Ortega’s victory was all but assured before citizens cast their votes on Sunday, with only a handful of little-known candidates standing against him and the opposition challengers considered his biggest would-be threats remaining in prison.

Nicaragua’s Supreme Electoral Council said early on Monday that with roughly half the ballots counted, a preliminary tally gave Ortega about 75 percent of votes in the presidential election, which had been widely condemned as illegitimate by rights groups, several Western powers and regional organisations.

The council put participation at about 65 percent of the 4.5 million Nicaraguans eligible to vote. The opposition had called on Nicaraguans to stay at home in protest of what they said was a tainted electoral process.

Late on Sunday night, some of Ortega’s followers began to celebrate on the streets of the capital Managua even before the final result.

“Yes we did it, Daniel, Daniel!” they shouted in several neighbourhoods as fireworks went off, according to the AFP news agency.

Protests against Ortega, meanwhile, took place in exiled Nicaraguan communities in Costa Rica, Spain, the US, and Guatemala.
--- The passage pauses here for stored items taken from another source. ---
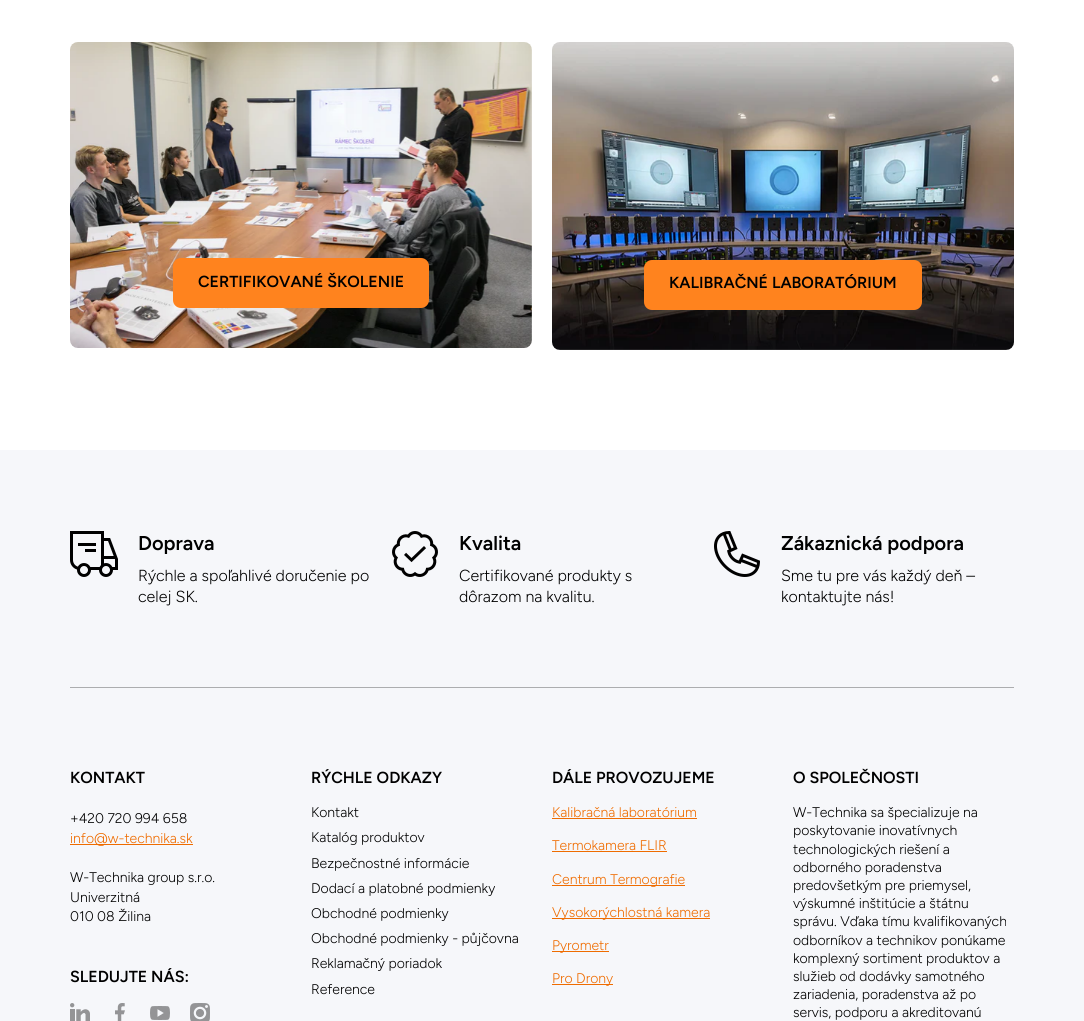 import math
import cairo



def rounded_rect(context, x, y, w, h, r):
    context.new_sub_path()
    for i, (u, v) in enumerate([(x + w - r, y + h - r), (x + r, y + h - r), (x + r, y + r), (x + w - r, y + r)]):
        context.arc(u, v, r, i * math.pi / 2, (i + 1) * math.pi / 2)
    context.close_path()


def draw_image(context, path, x, y, w, h):
    context.save()
    context.set_source_surface(cairo.ImageSurface.create_from_png(path), x, y)
    context.rectangle(x, y, w, h)
    context.fill()
    context.restore()


def draw(context):
    context.set_source_rgb(1, 1, 1)
    context.paint()
    draw_image(context, "images/1.png", 70, 42, 462, 306)
    context.set_source_rgb(1, 131 / 255, 30 / 255)
    rounded_rect(context, 173, 258, 256, 50, 8)
    context.fill()
    draw_image(context, "images/2.png", 552, 42, 462, 308)
    rounded_rect(context, 644, 260, 278, 50, 8)
    context.fill()
    context.set_source_rgb(246 / 255, 247 / 255, 250 / 255)
    context.rectangle(0, 450, 1084, 571)
    context.fill()
    draw_image(context, "images/3.png", 70, 531, 48, 46)
    draw_image(context, "images/4.png", 392, 531, 46, 46)
    draw_image(context, "images/5.png", 714, 531, 46, 46)
    context.set_source_rgb(172 / 255, 173 / 255, 175 / 255)
    context.rectangle(70, 687, 944, 1)
    context.fill()
    context.set_source_rgb(239 / 255, 108 / 255, 0)
    context.rectangle(70, 844, 123, 1)
    context.fill()
    draw_image(context, "images/6.png", 70, 1003, 20, 18)
    draw_image(context, "images/7.png", 115, 1003, 10, 18)
    draw_image(context, "images/8.png", 150, 1006, 20, 14)
    draw_image(context, "images/9.png", 190, 1003, 20, 18)
    context.rectangle(552, 818, 145, 1)
    context.fill()
    context.rectangle(552, 851, 115, 1)
    context.fill()
    context.rectangle(552, 885, 133, 1)
    context.fill()
    context.rectangle(552, 918, 158, 1)
    context.fill()
    context.rectangle(552, 951, 57, 1)
    context.fill()
    context.rectangle(552, 984, 61, 1)
    context.fill()
    context.select_font_face("Figtree SemiBold")
    context.set_font_size(16)
    context.set_source_rgb(0, 0, 0)
    context.move_to(198, 287)
    context.show_text("CERTIFIKOVANÉ ŠKOLENIE")
    context.move_to(669, 288)
    context.show_text("KALIBRAČNÉ LABORATÓRIUM")
    context.set_font_size(20)
    context.move_to(138, 550)
    context.show_text("Doprava")
    context.select_font_face("Figtree Light")
    context.set_font_size(16)
    context.move_to(138, 581)
    context.show_text("Rýchle a spoľahlivé doručenie po")
    context.move_to(138, 602)
    context.show_text("celej SK.")
    context.select_font_face("Figtree SemiBold")
    context.set_font_size(20)
    context.move_to(459, 550)
    context.show_text("Kvalita")
    context.select_font_face("Figtree Light")
    context.set_font_size(16)
    context.move_to(459, 581)
    context.show_text("Certifikované produkty s")
    context.move_to(459, 602)
    context.show_text("dôrazom na kvalitu.")
    context.select_font_face("Figtree SemiBold")
    context.set_font_size(20)
    context.move_to(781, 550)
    context.show_text("Zákaznická podpora")
    context.select_font_face("Figtree Light")
    context.set_font_size(16)
    context.move_to(781, 581)
    context.show_text("Sme tu pre vás každý deň –")
    context.move_to(781, 602)
    context.show_text("kontaktujte nás!")
    context.select_font_face("Figtree SemiBold")
    context.move_to(70, 783)
    context.show_text("KONTAKT")
    context.select_font_face("Figtree Light")
    context.set_font_size(14)
    context.move_to(70, 823)
    context.show_text("+420 720 994 658")
    context.set_source_rgb(239 / 255, 108 / 255, 0)
    context.move_to(70, 843)
    context.show_text("info@w-technika.sk")
    context.set_source_rgb(0, 0, 0)
    context.move_to(70, 882)
    context.show_text("W-Technika group s.r.o.")
    context.move_to(70, 902)
    context.show_text("Univerzitná")
    context.move_to(70, 921)
    context.show_text("010 08 Žilina")
    context.select_font_face("Figtree SemiBold")
    context.set_font_size(16)
    context.move_to(70, 982)
    context.show_text("SLEDUJTE NÁS:")
    context.move_to(311, 783)
    context.show_text("RÝCHLE ODKAZY")
    context.select_font_face("Figtree Light")
    context.set_font_size(14)
    context.move_to(311, 817)
    context.show_text("Kontakt")
    context.move_to(311, 842)
    context.show_text("Katalóg produktov")
    context.move_to(311, 868)
    context.show_text("Bezpečnostné informácie")
    context.move_to(311, 893)
    context.show_text("Dodací a platobné podmienky")
    context.move_to(311, 918)
    context.show_text("Obchodné podmienky")
    context.move_to(311, 943)
    context.show_text("Obchodné podmienky - půjčovna")
    context.move_to(311, 968)
    context.show_text("Reklamačný poriadok")
    context.move_to(311, 994)
    context.show_text("Reference")
    context.select_font_face("Figtree SemiBold")
    context.set_font_size(16)
    context.move_to(552, 783)
    context.show_text("DÁLE PROVOZUJEME")
    context.select_font_face("Figtree Light")
    context.set_font_size(14)
    context.set_source_rgb(239 / 255, 108 / 255, 0)
    context.move_to(552, 817)
    context.show_text("Kalibračná laboratórium")
    context.move_to(552, 850)
    context.show_text("Termokamera FLIR")
    context.move_to(552, 884)
    context.show_text("Centrum Termografie")
    context.move_to(552, 917)
    context.show_text("Vysokorýchlostná kamera")
    context.move_to(552, 950)
    context.show_text("Pyrometr")
    context.move_to(552, 983)
    context.show_text("Pro Drony")
    context.select_font_face("Figtree SemiBold")
    context.set_font_size(16)
    context.set_source_rgb(0, 0, 0)
    context.move_to(793, 783)
    context.show_text("O SPOLEČNOSTI")
    context.select_font_face("Figtree Light")
    context.set_font_size(14)
    context.move_to(793, 817)
    context.show_text("W-Technika sa špecializuje na")
    context.move_to(793, 835)
    context.show_text("poskytovanie inovatívnych")
    context.move_to(793, 854)
    context.show_text("technologických riešení a")
    context.move_to(793, 872)
    context.show_text("odborného poradenstva")
    context.move_to(793, 890)
    context.show_text("predovšetkým pre priemysel,")
    context.move_to(793, 908)
    context.show_text("výskumné inštitúcie a štátnu")
    context.move_to(793, 926)
    context.show_text("správu. Vďaka tímu kvalifikovaných")
    context.move_to(793, 945)
    context.show_text("odborníkov a technikov ponúkame")
    context.move_to(793, 963)
    context.show_text("komplexný sortiment produktov a")
    context.move_to(793, 981)
    context.show_text("služieb od dodávky samotného")
    context.move_to(793, 999)
    context.show_text("zariadenia, poradenstva až po")
    context.move_to(793, 1017)
    context.show_text("servis, podporu a akreditovanú")


surface = cairo.ImageSurface(cairo.Format.RGB24, 1084, 1021)
context = cairo.Context(surface)
options = cairo.FontOptions()
options.set_hint_metrics(cairo.HintMetrics.OFF)
options.set_hint_style(cairo.HintStyle.NONE)
context.set_font_options(options)
context.set_miter_limit(4)
draw(context)
surface.write_to_png("out.png")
Shortly before the early results were released, US President Joe Biden accused Ortega and his wife, Vice President Rosario Murillo, of orchestrating a “pantomime election that was neither free nor fair”.

Nicaraguan citizens exiled in Costa Rica hold a demonstration against the elections [File: Ezequiel Becerra/AFP]
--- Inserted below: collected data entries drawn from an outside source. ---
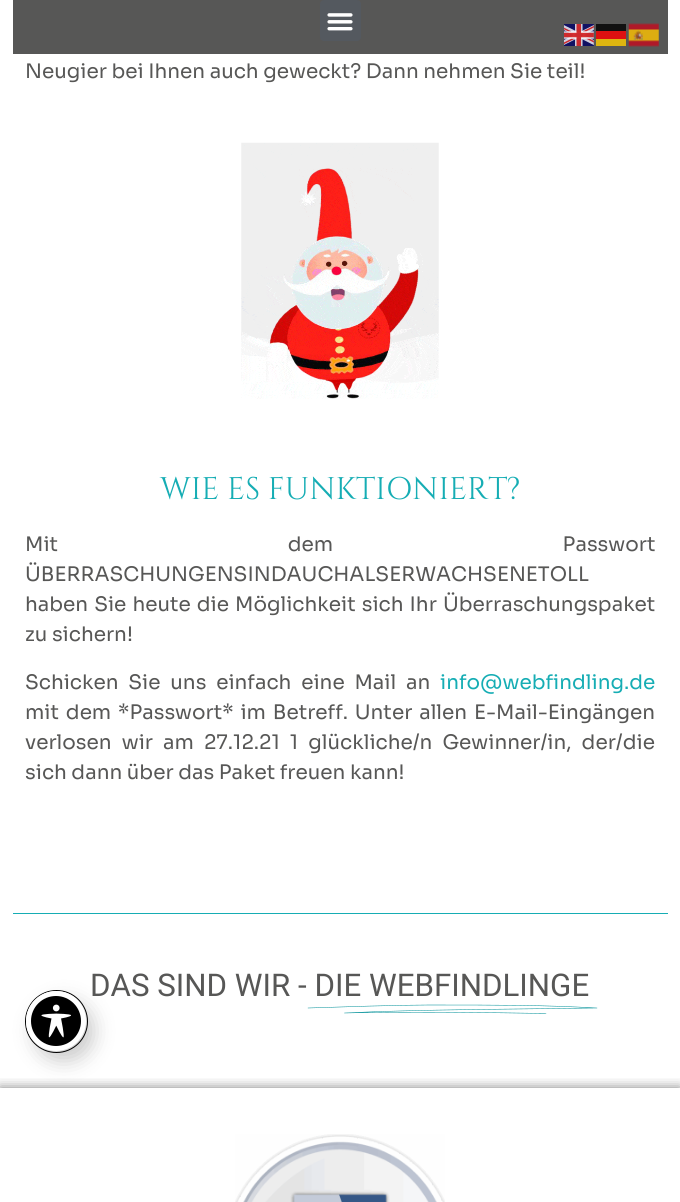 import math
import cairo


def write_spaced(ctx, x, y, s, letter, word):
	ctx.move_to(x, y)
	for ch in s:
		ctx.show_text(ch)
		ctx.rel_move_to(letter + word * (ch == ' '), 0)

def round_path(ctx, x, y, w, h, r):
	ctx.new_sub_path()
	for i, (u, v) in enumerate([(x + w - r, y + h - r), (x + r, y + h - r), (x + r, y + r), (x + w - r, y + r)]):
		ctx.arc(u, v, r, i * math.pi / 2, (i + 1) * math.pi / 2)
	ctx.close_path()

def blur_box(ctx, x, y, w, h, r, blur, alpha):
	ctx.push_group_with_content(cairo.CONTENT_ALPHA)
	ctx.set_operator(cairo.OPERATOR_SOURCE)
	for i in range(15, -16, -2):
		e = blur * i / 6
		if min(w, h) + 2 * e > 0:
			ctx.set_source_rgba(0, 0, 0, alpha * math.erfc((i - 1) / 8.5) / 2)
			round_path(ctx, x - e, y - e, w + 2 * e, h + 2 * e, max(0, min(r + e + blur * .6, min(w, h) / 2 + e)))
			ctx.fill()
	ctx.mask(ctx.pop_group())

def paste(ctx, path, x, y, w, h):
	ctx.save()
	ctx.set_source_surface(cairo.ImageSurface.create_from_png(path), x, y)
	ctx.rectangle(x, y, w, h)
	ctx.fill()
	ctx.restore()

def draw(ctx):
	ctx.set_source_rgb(1, 1, 1)
	ctx.paint()
	ctx.set_source_rgb(0.341, 0.341, 0.337)
	ctx.rectangle(13, 0, 655, 54)
	ctx.fill()
	ctx.set_source_rgb(0.329, 0.349, 0.373)
	round_path(ctx, 320, 0, 41, 41, 4)
	ctx.fill()
	paste(ctx, 'media/1.png', 327, 13, 26, 18)
	paste(ctx, 'media/2.png', 564, 24, 30, 22)
	ctx.set_source_rgb(0.067, 0.067, 0.067)
	ctx.rectangle(596, 24, 30, 7)
	ctx.fill()
	paste(ctx, 'media/3.png', 628, 23, 31, 24)
	ctx.set_source_rgb(0.867, 0.067, 0.067)
	ctx.rectangle(596, 31, 30, 8)
	ctx.fill()
	ctx.set_source_rgb(0.867, 0.71, 0.067)
	ctx.rectangle(596, 39, 30, 7)
	ctx.fill()
	ctx.select_font_face('Sora')
	ctx.set_font_size(20)
	ctx.set_source_rgb(0.341, 0.341, 0.337)
	ctx.move_to(25, 78)
	ctx.show_text('Neugier bei Ihnen auch geweckt? Dann nehmen Sie teil!')
	paste(ctx, 'media/4.png', 241, 142, 198, 257)
	ctx.select_font_face('Cinzel')
	ctx.set_font_size(31.25)
	ctx.set_source_rgb(0.086, 0.678, 0.706)
	ctx.move_to(160, 499)
	ctx.show_text('WIE ES FUNKTIONIERT?')
	ctx.select_font_face('Sora')
	ctx.set_font_size(20)
	ctx.set_source_rgb(0.341, 0.341, 0.337)
	write_spaced(ctx, 25, 551, 'Mit dem Passwort', 0, 225)
	ctx.move_to(25, 581)
	ctx.show_text('ÜBERRASCHUNGENSINDAUCHALSERWACHSENETOLL')
	write_spaced(ctx, 25, 611, 'haben Sie heute die Möglichkeit sich Ihr Überraschungspaket', 0, 1.5)
	ctx.move_to(25, 641)
	ctx.show_text('zu sichern!')
	write_spaced(ctx, 25, 689, 'Schicken Sie uns einfach eine Mail an', 0, 5.25)
	ctx.set_source_rgb(0.086, 0.678, 0.706)
	ctx.move_to(440, 689)
	ctx.show_text('info@webfindling.de')
	ctx.set_source_rgb(0.341, 0.341, 0.337)
	write_spaced(ctx, 25, 719, 'mit dem *Passwort* im Betreff. Unter allen E-Mail-Eingängen', 0, 2.25)
	write_spaced(ctx, 25, 749, 'verlosen wir am 27.12.21 1 glückliche/n Gewinner/in, der/die', 0, 5.5)
	ctx.move_to(25, 779)
	ctx.show_text('sich dann über das Paket freuen kann!')
	ctx.new_path()
	ctx.arc(56.5, 1021.5, 31, 0, 2 * math.pi)
	ctx.set_source_rgb(0, 0, 0)
	ctx.set_line_width(1)
	ctx.stroke()
	ctx.set_source_rgb(0, 0, 0)
	blur_box(ctx, 34, 1001, 60, 60, 30, 10, 0.2)
	ctx.set_source_rgb(0, 0, 0)
	ctx.arc(56, 1021, 27.5, 0, 2 * math.pi)
	ctx.fill_preserve()
	ctx.set_source_rgb(1, 1, 1)
	ctx.set_line_width(5)
	ctx.stroke()
	paste(ctx, 'media/5.png', 41, 1004, 30, 34)
	ctx.set_source_rgb(0.086, 0.678, 0.706)
	ctx.rectangle(13, 913, 655, 1)
	ctx.fill()
	ctx.select_font_face('Roboto')
	ctx.set_font_size(31.25)
	ctx.set_source_rgb(0.341, 0.341, 0.337)
	ctx.move_to(90, 996)
	ctx.show_text('DAS SIND WIR - DIE WEBFINDLINGE')
	ctx.new_path()
	ctx.move_to(308, 1008)
	ctx.curve_to(338, 1007, 398.5, 1005, 428, 1005)
	ctx.curve_to(501, 1005, 542, 1005, 597, 1008)
	ctx.curve_to(530.5, 1009, 411.5, 1009.5, 344.5, 1013)
	ctx.curve_to(394, 1011.5, 497, 1012.5, 546, 1013.5)
	ctx.line_to(539.5, 1013.5)
	ctx.set_source_rgb(0, 0.565, 0.596)
	ctx.set_line_width(0.5)
	ctx.set_line_cap(cairo.LINE_CAP_ROUND)
	ctx.set_line_join(cairo.LINE_JOIN_ROUND)
	ctx.stroke()
	ctx.save()
	ctx.rectangle(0, 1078, 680, 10)
	ctx.clip()
	ctx.set_source_rgb(0, 0, 0)
	blur_box(ctx, 0, 1088, 680, 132, 0, 6, 0.5)
	ctx.restore()
	paste(ctx, 'media/6.png', 235, 1134, 210, 68)


surface = cairo.ImageSurface(cairo.FORMAT_RGB24, 680, 1202)
ctx = cairo.Context(surface)
options = cairo.FontOptions()
options.set_hint_metrics(cairo.HINT_METRICS_OFF)
options.set_hint_style(cairo.HINT_STYLE_NONE)
ctx.set_font_options(options)
ctx.set_miter_limit(4)
draw(ctx)
surface.write_to_png('image.png')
Costa Rica, Nicaragua’s neighbour to the south, also rejected the election before the preliminary results came out.

On Monday, Spanish Foreign Minister Jose Manuel Albares also dismissed the election as “a farce against the people of Nicaragua, a farce against the international community and above all a farce against democracy.”

International observers from the European Union and the Organization of American States were not allowed to participate, and journalists have been barred from entering the country.

If the results hold, Ortega, whose Sandinista Front party and allies controlled the congress and government institutions prior to the polls, will remain president for another five years.

Ninety of the 92 seats in the country’s congress and Nicaragua’s representation in the Central American Parliament were also on the ballot. Those results were not immediately released.

Crackdown on opposition

As a young revolutionary, Ortega had helped to overthrow anti-communist strongman Anastasio Somoza in 1979 and first served as president from 1985 to 1990.

He returned to power in 2007 and has led an increasingly authoritarian government, according to rights observers.

In 2018, security forces and pro-government armed groups violently cracked down on anti-government protests in the county. More than 300 people were killed during the unrest and at least 150 people have since been arrested.

Ortega, meanwhile, had decried the demonstrators as “terrorists”, saying again on Sunday his presidency was “standing up to those who promote terrorism, finance war, to those who sow terror, death”.

In June, police arrested seven potential presidential challengers on what rights groups call trumped-up charges including undermining “national integrity”, working with foreign governments, and money laundering. They remained in detention on election day.

Dozens more opposition figures have also been arrested in recent months.

On Saturday, the Blue and White National Union, an opposition alliance, issued an alert after it said at least eight of its leaders were “abducted by the regime in illegal raids”.

Meanwhile, the Civic Alliance, another opposition coalition, reported “harassment, surveillance, intimidation, assault, attacks, illegal and arbitrary detentions” of some of its leaders around Nicaragua ahead of the polls.

Nicaraguan President Daniel Ortega faced only little-known challengers after his government arrested seven opposition candidates in June [AFP]

In his statement, US President Biden said Ortega and Murillo “now rule Nicaragua as autocrats, no different from the Somoza family that Ortega and the Sandinistas fought four decades ago”.

He called on the duo to take immediate steps to restore democracy and to immediately release the detained opposition figures.

“Until then, the United States, in close coordination with other members of the international community, will use all diplomatic and economic tools at our disposal to support the people of Nicaragua and hold accountable the Ortega-Murillo government and those that facilitate its abuses,” Biden said.

The US and EU have already imposed sanctions against those in Ortega’s inner circle, a move Ortega met by arresting even more of his opponents.

On Friday, a senior US State Department official, who spoke with reporters on the condition of anonymity, said the US government was willing to consider additional targeted sanctions but had tried to avoid measures that would more broadly impact the Nicaraguan people.